(Required action): Set down the full listing that follows, word for word.

====== Available records ======

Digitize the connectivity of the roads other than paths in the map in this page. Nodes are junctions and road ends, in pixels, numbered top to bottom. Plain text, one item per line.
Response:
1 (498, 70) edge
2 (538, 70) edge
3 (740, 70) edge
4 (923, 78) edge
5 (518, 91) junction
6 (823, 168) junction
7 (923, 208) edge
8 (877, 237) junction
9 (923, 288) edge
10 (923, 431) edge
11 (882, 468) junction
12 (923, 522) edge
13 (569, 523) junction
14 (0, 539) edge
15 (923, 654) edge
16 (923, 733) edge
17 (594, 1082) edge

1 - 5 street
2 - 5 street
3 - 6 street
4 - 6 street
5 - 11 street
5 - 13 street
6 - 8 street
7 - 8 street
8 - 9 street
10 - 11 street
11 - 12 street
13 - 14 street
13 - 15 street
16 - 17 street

======

(Solution below):
Digitize the connectivity of the roads other than paths in the map in this page. Nodes are junctions and road ends, in pixels, numbered top to bottom. Plain text, one item per line.
Response:
1 (498, 70) edge
2 (538, 70) edge
3 (740, 70) edge
4 (923, 78) edge
5 (518, 91) junction
6 (823, 168) junction
7 (923, 208) edge
8 (877, 237) junction
9 (923, 288) edge
10 (923, 431) edge
11 (882, 468) junction
12 (923, 522) edge
13 (569, 523) junction
14 (0, 539) edge
15 (923, 654) edge
16 (923, 733) edge
17 (594, 1082) edge

1 - 5 street
2 - 5 street
3 - 6 street
4 - 6 street
5 - 11 street
5 - 13 street
6 - 8 street
7 - 8 street
8 - 9 street
10 - 11 street
11 - 12 street
13 - 14 street
13 - 15 street
16 - 17 street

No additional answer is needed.